Unfortunately not one of them realized that the rest of the world doesn’t care. The big guys (connectivity and content providers alike) have moved on and will build the next-generation Internet regardless of the denial of everyone else.

7 comments:

  1. I can attest to that in a major globally known retail company. Management are of the belief that they can wait for 'others' to change, then they'll follow. IPv6 isn't even thought about or considered, the eCommerece mgmt team have no idea what IPv6. In the meantime management have said that we will be utilising the various transition mechanisms that surely will be put out there by providers to ensure that nobody is 'really' cut off, despite them getting a poor quality experience. It drives me mad!!
  2. "You don’t need a business case for IPv6. It’s a business continuity solution."

    Couldn't agree more!

    When developing our IPv6 consulting collateral 4 years ago, this was (and still is) my answer to the customer objection - "but where's the business case". You plan for floods in your comms room, tornadoes hitting your midwest data center, but you have no plans for something far more certain than an "act of God"?
  3. There's nothing that prevents the Internet from relying solely on IPv4 for the next decade.

    IPv4 blocks are not actually scarce. Sure the RIRs are out of free IPv4 blocks, but there's still large quantities of unused IPv4. Is IPv4 space expensive? Possibly. So far it's cheaper than rolling out IPv6.

    Home internet users will get stuffed behind NAT and service providers will reallocate their IP block either to their own cloud services, or will hold their IPv4 allocations as ever-appreciating assets.

    A cloud service provider can charge $16/IP per month with IPv4. With IPv6, in theory, that income stream would go away. There's no end-to-end support for IPv6 yet in EC2, Azure, VMWare vCloud Air.

    I expect to see a contraction of IPv4 usage over the next decade as more business opt to run their internet facing data centers in "the cloud."

    I love IPv6. I have been trying to find a company that would let me implement IPv6. But the business case of "business continuity" falls flat. No one is out of IPv4 space. It just costs money to get more IPs now.
    Replies
    1. "There's nothing that prevents the Internet from relying solely on IPv4 for the next decade."

      You must be living in a nice bubble. I can tell you stories about cloud services not being launched because they SP could not get IP addresses, SP nightmares due to NAT-related logging (required by the law), other SP nightmares because they cannot use NAT logging (triggered by privacy concerns) and yet cannot get new IP addresses for their customers, enterprises becoming Internet Registries (LIRs) just to get a /22...
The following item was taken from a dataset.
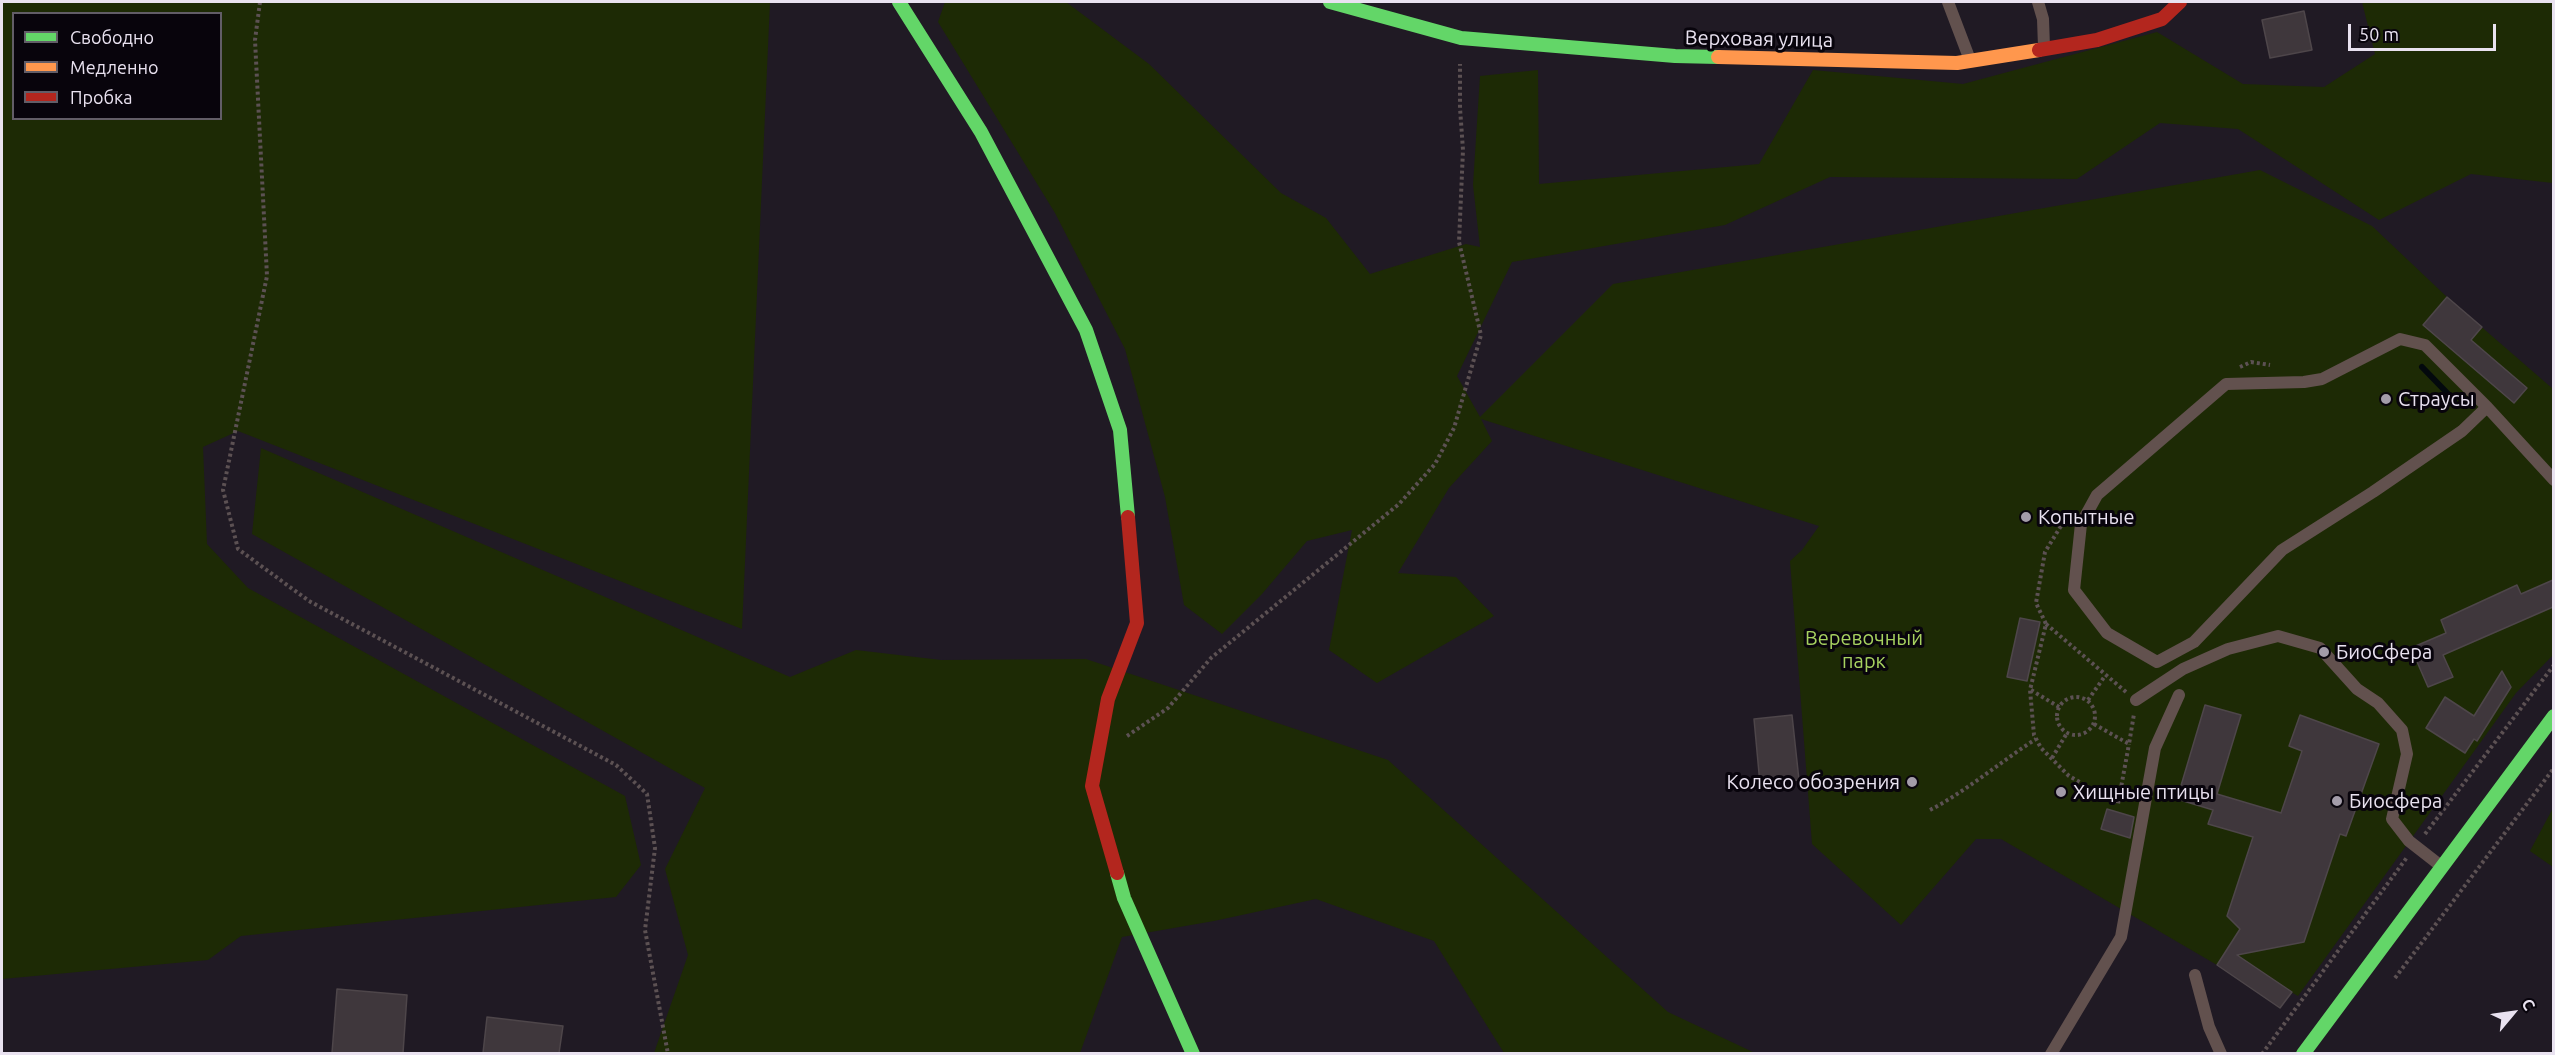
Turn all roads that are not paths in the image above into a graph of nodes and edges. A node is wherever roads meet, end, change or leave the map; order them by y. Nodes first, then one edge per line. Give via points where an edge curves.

      Obviously nothing along these lines would ever persuade people living in total denial. In the meantime, as I wrote, the big players have moved on.
  4. IPv6 is must, The most obvious answer is that IPv4 is out of IP addresses. IPv4 has only 4.3 billion addresses, and with PCs, smartphones, tablets, gaming systems, and just about everything else connecting to the Internet we've tapped the system dry. IPv6 uses 128-bit addresses and is capable of 340 undecillion addresses.
    Replies
    1. IPV4 is not out of addresses.
      My company has a /16. We have among 2 groups .. maybe 70 or so entries in our DNS. If other folks were even 1% of the usage rate we do that would be 200+ Billion devices and not even many of those need to talk to anything outside their local network.

      Not a single non-DMZ natted device on my networ needs a unique Internet addressable address so why worry about giving them one.

      I own a /20 from the 90s I am not using - I am sure that there are many companies and individuals like me.

      We're not out of IPV4 - we are out of easy IPV4.
    2. Being out of easy IPv4 is effectively being out of IPv4. Even if all the hard IPv4 could be recovered it wouldn't be enough for future demands.

      There are sufficient drivers for IPv6 to eventually have all ISPs and Mobile operators providing it. Content providers will deploy it too to optimise their site performance. Eventually enterprise networks will get on board but by then it will already be inevitable.